Stored data entries
┌──
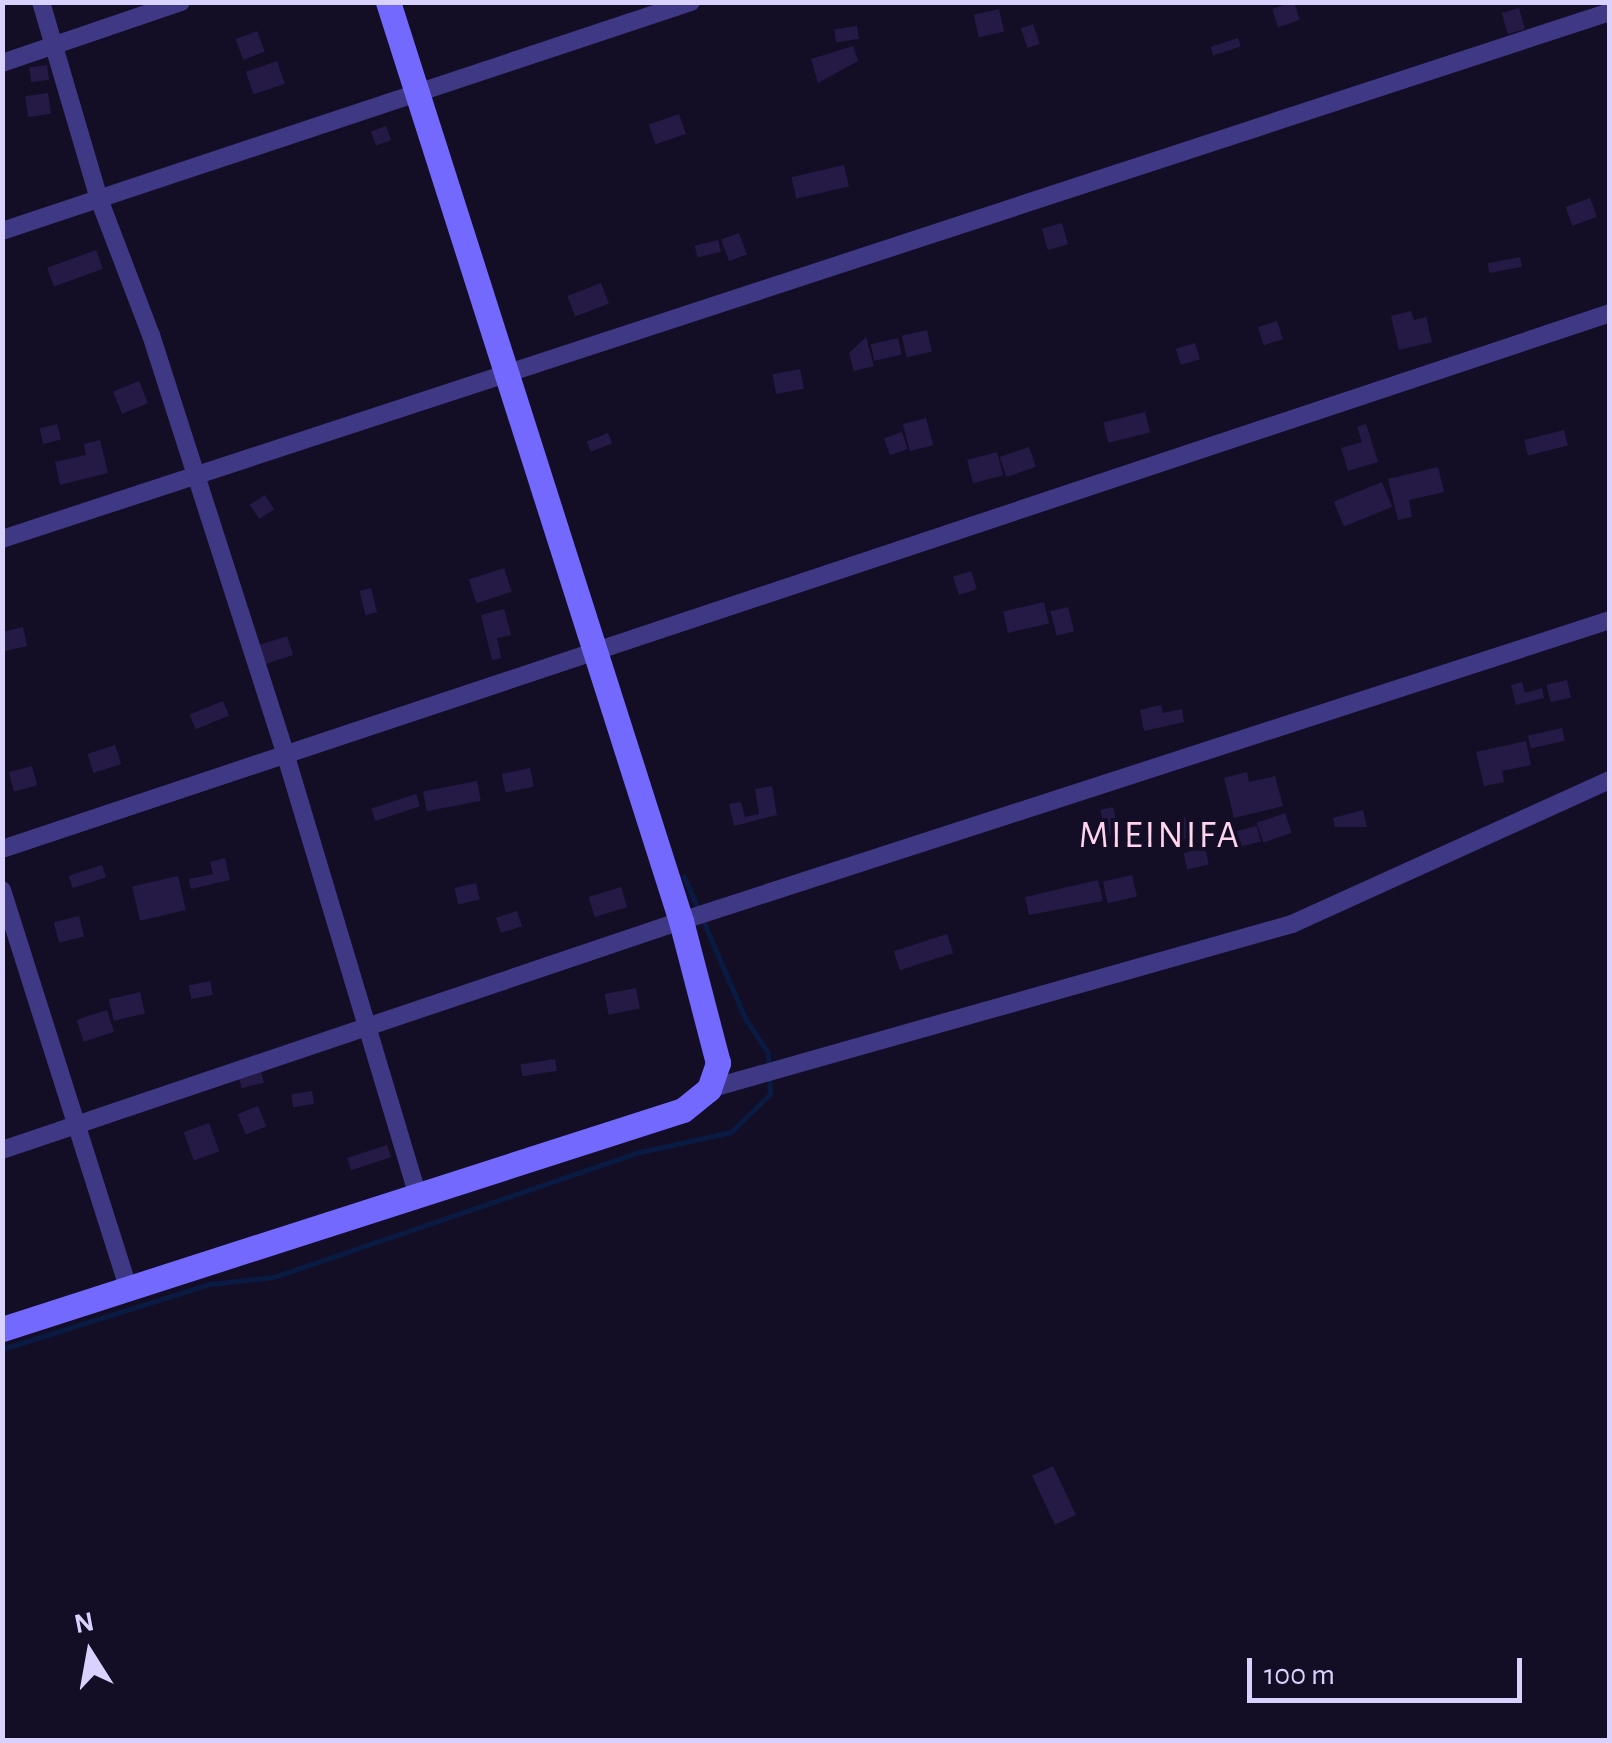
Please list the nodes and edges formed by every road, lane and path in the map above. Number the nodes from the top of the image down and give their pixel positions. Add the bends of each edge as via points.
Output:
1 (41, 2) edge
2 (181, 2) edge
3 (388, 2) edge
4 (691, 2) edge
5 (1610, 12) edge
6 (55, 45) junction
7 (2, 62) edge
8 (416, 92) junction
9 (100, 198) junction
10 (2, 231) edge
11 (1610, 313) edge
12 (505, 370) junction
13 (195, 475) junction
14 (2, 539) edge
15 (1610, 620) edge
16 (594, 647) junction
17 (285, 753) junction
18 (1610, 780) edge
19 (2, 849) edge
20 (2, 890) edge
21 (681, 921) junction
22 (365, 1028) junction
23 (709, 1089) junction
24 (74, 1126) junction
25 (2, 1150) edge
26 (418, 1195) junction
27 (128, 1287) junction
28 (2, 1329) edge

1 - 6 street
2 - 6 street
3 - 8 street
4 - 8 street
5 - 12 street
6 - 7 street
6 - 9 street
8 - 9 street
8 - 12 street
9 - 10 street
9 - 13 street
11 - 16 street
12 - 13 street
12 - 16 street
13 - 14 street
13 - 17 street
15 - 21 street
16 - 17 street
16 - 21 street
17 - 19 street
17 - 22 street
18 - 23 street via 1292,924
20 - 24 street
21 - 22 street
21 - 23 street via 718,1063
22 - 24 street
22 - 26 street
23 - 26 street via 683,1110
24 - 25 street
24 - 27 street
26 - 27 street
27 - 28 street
└──
- _Task statement_:
Above are the records; print them all exactly and keep the pictures out.

- _Your response_:
Please list the nodes and edges formed by every road, lane and path in the map above. Number the nodes from the top of the image down and give their pixel positions. Add the bends of each edge as via points.
Output:
1 (41, 2) edge
2 (181, 2) edge
3 (388, 2) edge
4 (691, 2) edge
5 (1610, 12) edge
6 (55, 45) junction
7 (2, 62) edge
8 (416, 92) junction
9 (100, 198) junction
10 (2, 231) edge
11 (1610, 313) edge
12 (505, 370) junction
13 (195, 475) junction
14 (2, 539) edge
15 (1610, 620) edge
16 (594, 647) junction
17 (285, 753) junction
18 (1610, 780) edge
19 (2, 849) edge
20 (2, 890) edge
21 (681, 921) junction
22 (365, 1028) junction
23 (709, 1089) junction
24 (74, 1126) junction
25 (2, 1150) edge
26 (418, 1195) junction
27 (128, 1287) junction
28 (2, 1329) edge

1 - 6 street
2 - 6 street
3 - 8 street
4 - 8 street
5 - 12 street
6 - 7 street
6 - 9 street
8 - 9 street
8 - 12 street
9 - 10 street
9 - 13 street
11 - 16 street
12 - 13 street
12 - 16 street
13 - 14 street
13 - 17 street
15 - 21 street
16 - 17 street
16 - 21 street
17 - 19 street
17 - 22 street
18 - 23 street via 1292,924
20 - 24 street
21 - 22 street
21 - 23 street via 718,1063
22 - 24 street
22 - 26 street
23 - 26 street via 683,1110
24 - 25 street
24 - 27 street
26 - 27 street
27 - 28 street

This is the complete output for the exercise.